• [What is needed] State the number of lines with "Salvia" in the listing, leaving out everything else.

Data for processing: Begin

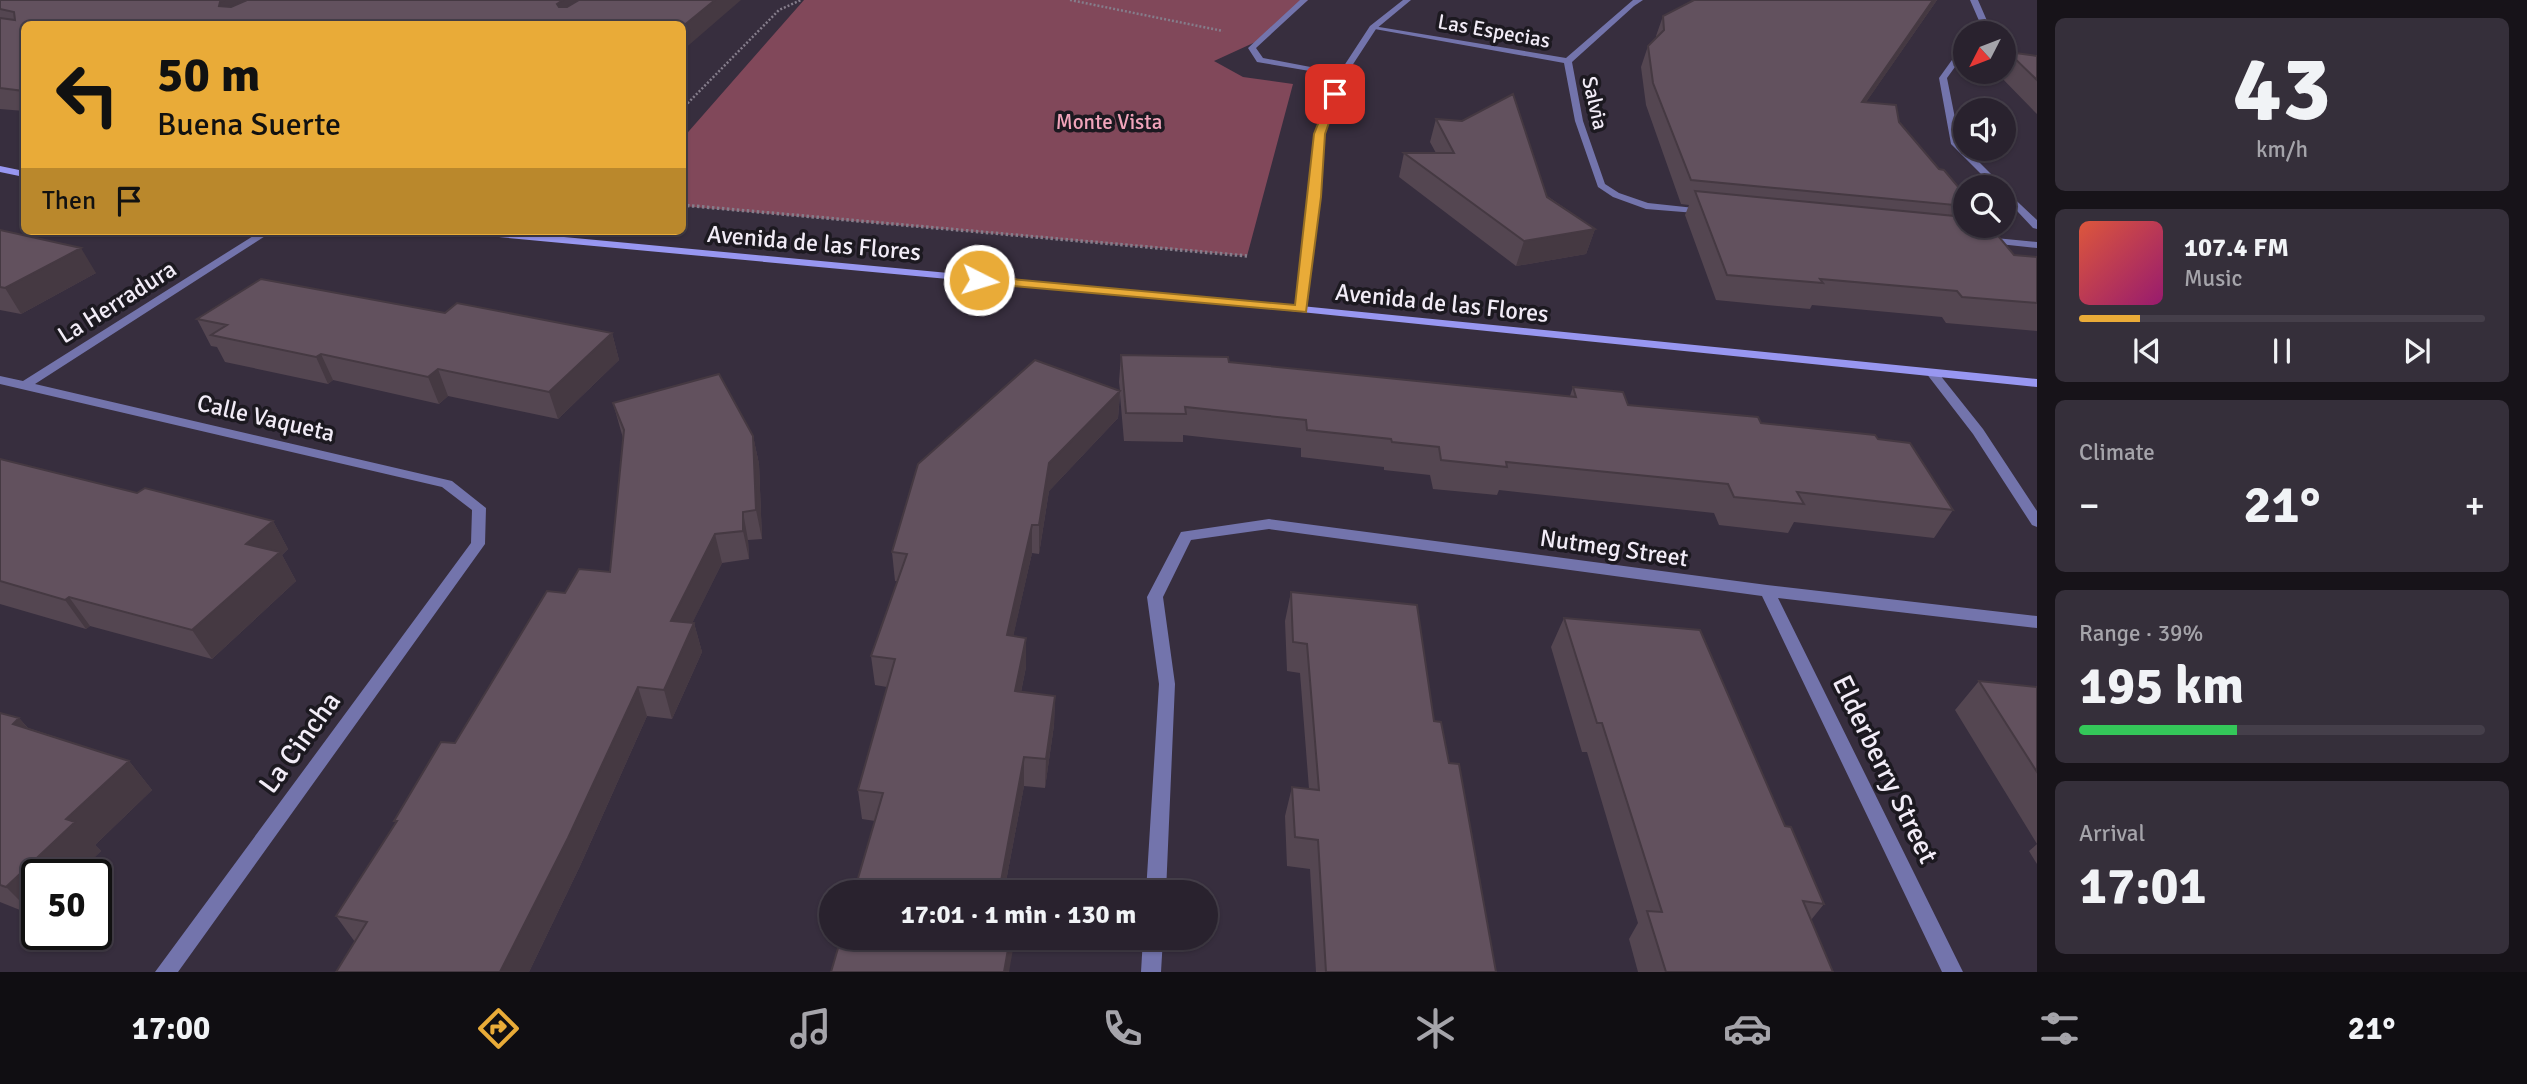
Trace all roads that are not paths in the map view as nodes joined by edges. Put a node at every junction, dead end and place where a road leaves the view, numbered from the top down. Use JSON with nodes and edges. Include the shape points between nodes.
{"nodes":[{"id":1,"x":1304,"y":0,"type":"edge"},
{"id":2,"x":1407,"y":0,"type":"edge"},
{"id":3,"x":1639,"y":0,"type":"edge"},
{"id":4,"x":1975,"y":0,"type":"edge"},
{"id":5,"x":1983,"y":21,"type":"edge"},
{"id":6,"x":1373,"y":28,"type":"junction"},
{"id":7,"x":1568,"y":61,"type":"junction"},
{"id":8,"x":1953,"y":64,"type":"edge"},
{"id":9,"x":1342,"y":75,"type":"junction"},
{"id":10,"x":0,"y":169,"type":"edge"},
{"id":11,"x":21,"y":173,"type":"edge"},
{"id":12,"x":1986,"y":175,"type":"edge"},
{"id":13,"x":2016,"y":204,"type":"edge"},
{"id":14,"x":1713,"y":213,"type":"edge"},
{"id":15,"x":2037,"y":226,"type":"edge"},
{"id":16,"x":262,"y":235,"type":"edge"},
{"id":17,"x":509,"y":235,"type":"edge"},
{"id":18,"x":1970,"y":238,"type":"edge"},
{"id":19,"x":2037,"y":245,"type":"edge"},
{"id":20,"x":1301,"y":309,"type":"junction"},
{"id":21,"x":1932,"y":373,"type":"junction"},
{"id":22,"x":0,"y":380,"type":"edge"},
{"id":23,"x":2037,"y":383,"type":"edge"},
{"id":24,"x":24,"y":386,"type":"junction"},
{"id":25,"x":2037,"y":522,"type":"edge"},
{"id":26,"x":478,"y":544,"type":"joint"},
{"id":27,"x":1768,"y":591,"type":"junction"},
{"id":28,"x":2037,"y":622,"type":"edge"},
{"id":29,"x":1157,"y":880,"type":"edge"},
{"id":30,"x":1152,"y":950,"type":"edge"},
{"id":31,"x":165,"y":972,"type":"edge"},
{"id":32,"x":1151,"y":972,"type":"edge"},
{"id":33,"x":1954,"y":972,"type":"edge"}],
"edges":[{"from":1,"to":9,"type":"street","via":[[1252,48],[1259,60]]},
{"from":2,"to":6,"type":"street"},
{"from":3,"to":7,"type":"street","name":"Salvia"},
{"from":4,"to":5,"type":"street"},
{"from":6,"to":7,"type":"street","name":"Las Especias"},
{"from":6,"to":9,"type":"street"},
{"from":7,"to":14,"type":"street","name":"Salvia","via":[[1579,121],[1601,185],[1646,206]]},
{"from":8,"to":12,"type":"street","via":[[1943,78],[1956,144]]},
{"from":9,"to":20,"type":"street","via":[[1320,134]]},
{"from":10,"to":11,"type":"main road"},
{"from":13,"to":15,"type":"street"},
{"from":16,"to":24,"type":"street","name":"La Herradura"},
{"from":17,"to":20,"type":"main road","name":"Avenida de las Flores"},
{"from":18,"to":19,"type":"street"},
{"from":20,"to":21,"type":"main road","name":"Avenida de las Flores"},
{"from":21,"to":23,"type":"main road","name":"Avenida de las Flores"},
{"from":21,"to":25,"type":"street","via":[[1978,432]]},
{"from":22,"to":24,"type":"street","name":"Calle Vaqueta"},
{"from":24,"to":26,"type":"street","name":"Calle Vaqueta","via":[[447,484],[479,508]]},
{"from":26,"to":31,"type":"street","name":"La Cincha"},
{"from":27,"to":28,"type":"street","name":"Nutmeg Street"},
{"from":27,"to":29,"type":"street","name":"Nutmeg Street","via":[[1269,524],[1186,536],[1156,597],[1167,684]]},
{"from":27,"to":33,"type":"street","name":"Elderberry Street"},
{"from":30,"to":32,"type":"street"}]}
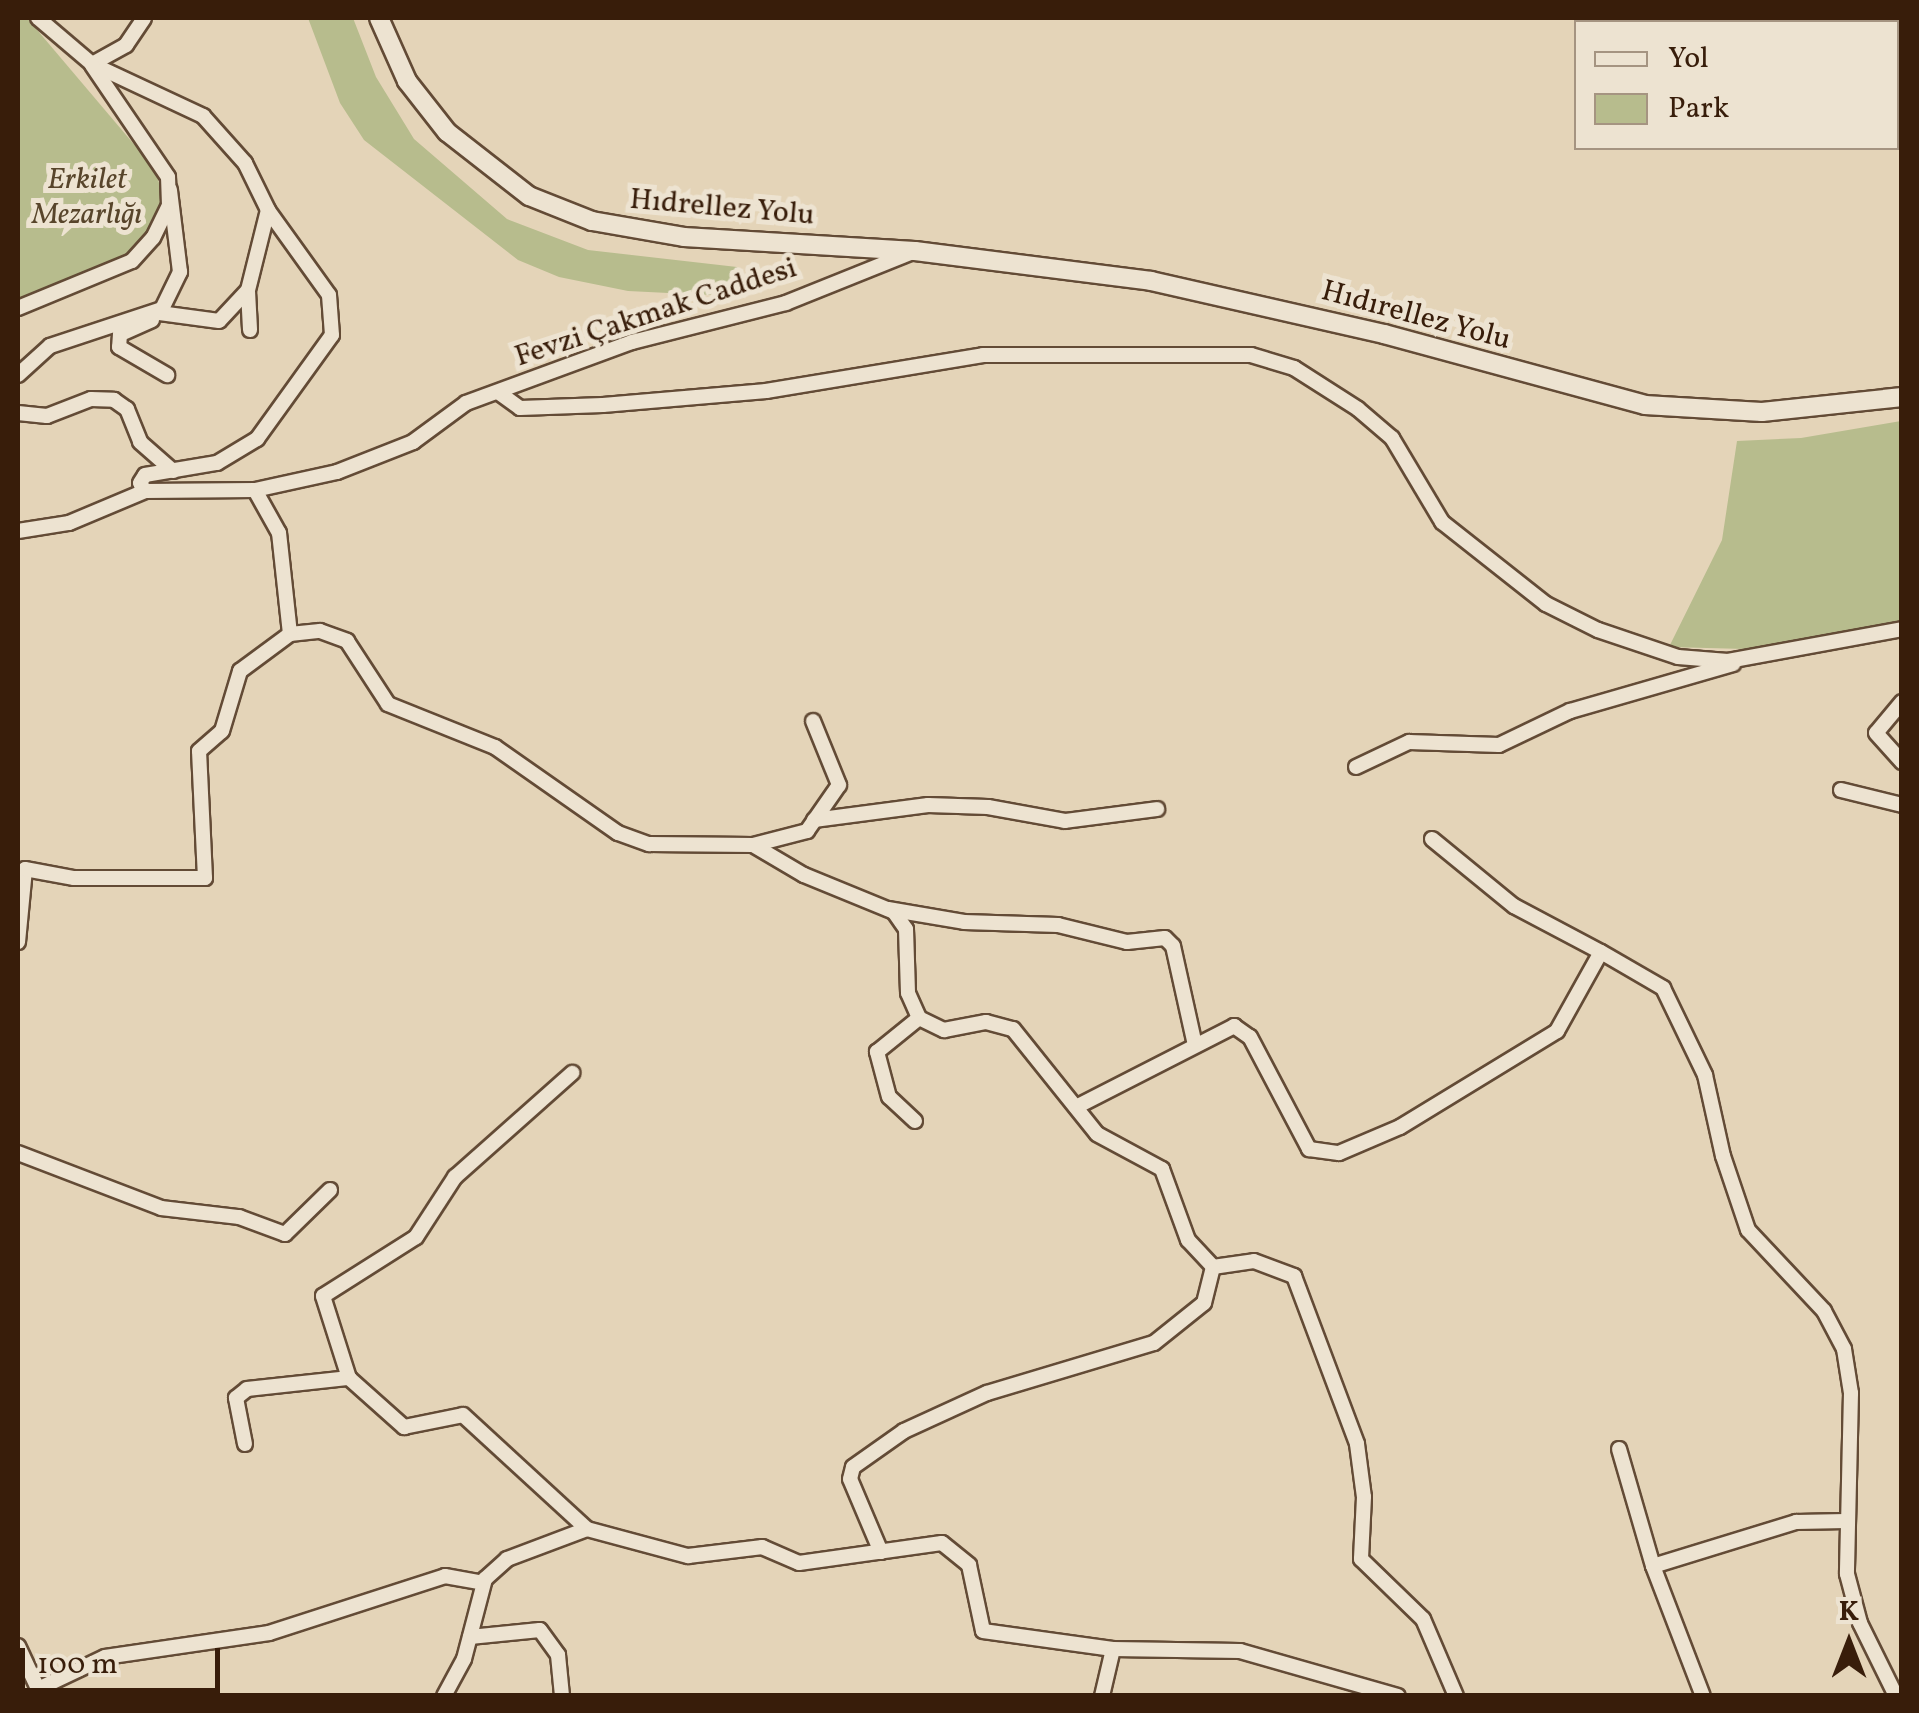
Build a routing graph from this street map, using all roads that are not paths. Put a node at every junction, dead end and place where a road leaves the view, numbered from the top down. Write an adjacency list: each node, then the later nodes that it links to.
1 (38, 18): 4 (street)
2 (144, 18): 4 (street)
3 (379, 18): 7 (street, Hıdrellez Yolu)
4 (92, 64): 5 (street); 6 (street)
5 (170, 190): 9 (street); 10 (street)
6 (268, 210): 8 (street); 17 (street)
7 (915, 251): 14 (street, Fevzi Çakmak Caddesi); 15 (street, Hıdırellez Yolu)
8 (248, 290): 10 (street); 11 (street)
9 (18, 308)
10 (160, 313): 12 (street); 13 (street)
11 (250, 330)
12 (18, 375)
13 (167, 375)
14 (498, 392): 18 (street, Fevzi Çakmak Caddesi); 23 (street)
15 (1902, 397)
16 (18, 413): 17 (street)
17 (172, 471): 19 (street)
18 (255, 490): 19 (street, Fevzi Çakmak Caddesi); 22 (street)
19 (145, 492): 20 (street, Fevzi Çakmak Caddesi)
20 (18, 531)
21 (1902, 628): 23 (street)
22 (290, 634): 33 (street); 34 (street)
23 (1745, 659): 27 (street)
24 (1902, 702): 26 (street)
25 (813, 722): 31 (street)
26 (1902, 762)
27 (1356, 767)
28 (1841, 790): 29 (street)
29 (1902, 805)
30 (1157, 809): 31 (street)
31 (814, 820): 33 (street)
32 (1432, 839): 37 (street)
33 (752, 844): 35 (street)
34 (21, 867): 36 (street)
35 (888, 909): 38 (street); 39 (street)
36 (18, 942)
37 (1601, 952): 39 (street); 49 (street)
38 (919, 1018): 41 (street); 42 (street)
39 (1195, 1044): 41 (street)
40 (572, 1073): 46 (street)
41 (1076, 1107): 45 (street)
42 (915, 1120)
43 (18, 1153): 44 (street)
44 (330, 1190)
45 (1213, 1267): 51 (street); 62 (street)
46 (349, 1378): 47 (street); 50 (street)
47 (245, 1444)
48 (1619, 1448): 52 (street)
49 (1846, 1521): 52 (street); 64 (street)
50 (587, 1529): 51 (street); 53 (street)
51 (881, 1552): 55 (street)
52 (1653, 1566): 63 (street)
53 (482, 1583): 54 (street); 57 (street)
54 (470, 1637): 58 (street); 59 (street)
55 (1113, 1649): 60 (street); 61 (street)
56 (19, 1651): 57 (street)
57 (40, 1692)
58 (444, 1696)
59 (562, 1696)
60 (1102, 1696)
61 (1398, 1696)
62 (1456, 1696)
63 (1703, 1696)
64 (1896, 1696)

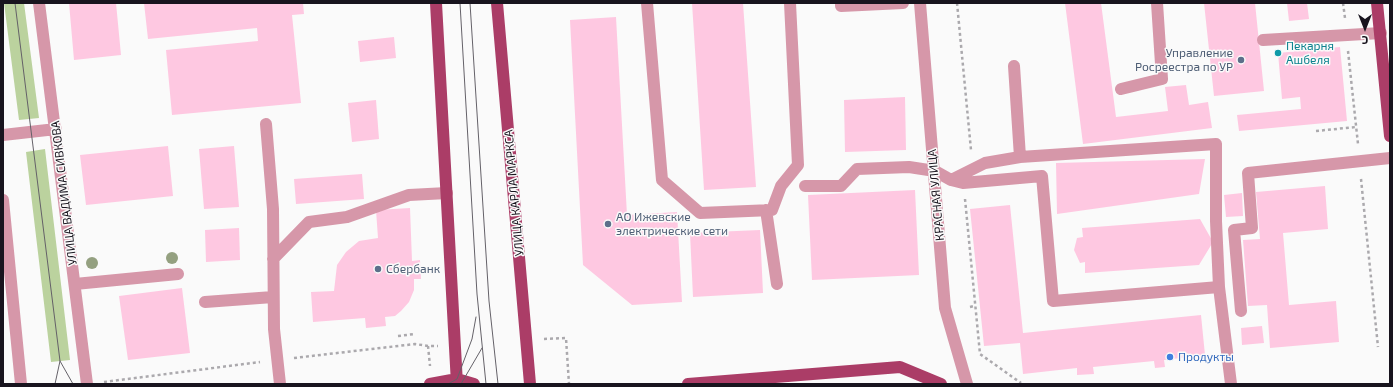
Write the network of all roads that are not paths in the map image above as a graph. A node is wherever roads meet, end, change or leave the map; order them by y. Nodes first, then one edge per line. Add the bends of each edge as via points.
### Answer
1 (39, 3) edge
2 (436, 3) edge
3 (497, 3) edge
4 (647, 3) edge
5 (790, 3) edge
6 (841, 3) edge
7 (903, 3) edge
8 (920, 3) edge
9 (1157, 3) edge
10 (1377, 3) edge
11 (1380, 32) junction
12 (1263, 40) dead end
13 (1014, 66) dead end
14 (1121, 89) dead end
15 (266, 124) dead end
16 (56, 129) junction
17 (3, 135) edge
18 (1390, 136) edge
19 (1020, 157) junction
20 (1390, 158) edge
21 (935, 171) junction
22 (965, 178) junction
23 (805, 186) dead end
24 (446, 193) junction
25 (3, 200) edge
26 (766, 210) junction
27 (273, 259) junction
28 (178, 274) dead end
29 (75, 284) junction
30 (777, 284) dead end
31 (1219, 287) junction
32 (273, 297) junction
33 (204, 302) dead end
34 (8, 306) edge
35 (1241, 311) dead end
36 (457, 381) edge
37 (20, 384) edge
38 (87, 384) edge
39 (280, 384) edge
40 (430, 384) edge
41 (474, 384) edge
42 (530, 384) edge
43 (688, 384) edge
44 (941, 384) edge
45 (967, 384) edge
46 (1231, 384) edge

1 - 16 street, УЛИЦА ВАДИМА СИВКОВА
2 - 24 main road
3 - 42 main road, УЛИЦА КАРЛА МАРКСА
4 - 26 street via 662,180 700,213
5 - 26 street via 798,165 781,186 772,210
6 - 7 street via 841,6
8 - 21 street, КРАСНАЯ УЛИЦА
9 - 14 street via 1162,79
10 - 11 main road
11 - 12 street
11 - 18 main road
13 - 19 street
15 - 27 street via 273,209
16 - 17 street
16 - 29 street, УЛИЦА ВАДИМА СИВКОВА
19 - 22 street via 985,163
19 - 31 street via 1216,144
20 - 35 street via 1248,173 1252,228 1234,230
21 - 22 street via 951,180
21 - 23 street via 909,167 857,169 841,186
21 - 45 street, КРАСНАЯ УЛИЦА via 945,308
22 - 31 street via 1042,176 1053,301
24 - 27 street via 409,195 347,217 309,222
24 - 36 main road
25 - 34 street
26 - 30 street
27 - 32 street
28 - 29 street
29 - 38 street, УЛИЦА ВАДИМА СИВКОВА
31 - 46 street
32 - 33 street
32 - 39 street
34 - 37 street
36 - 40 main road
36 - 41 main road
43 - 44 main road via 900,367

Data for processing: End

• [Response area] 2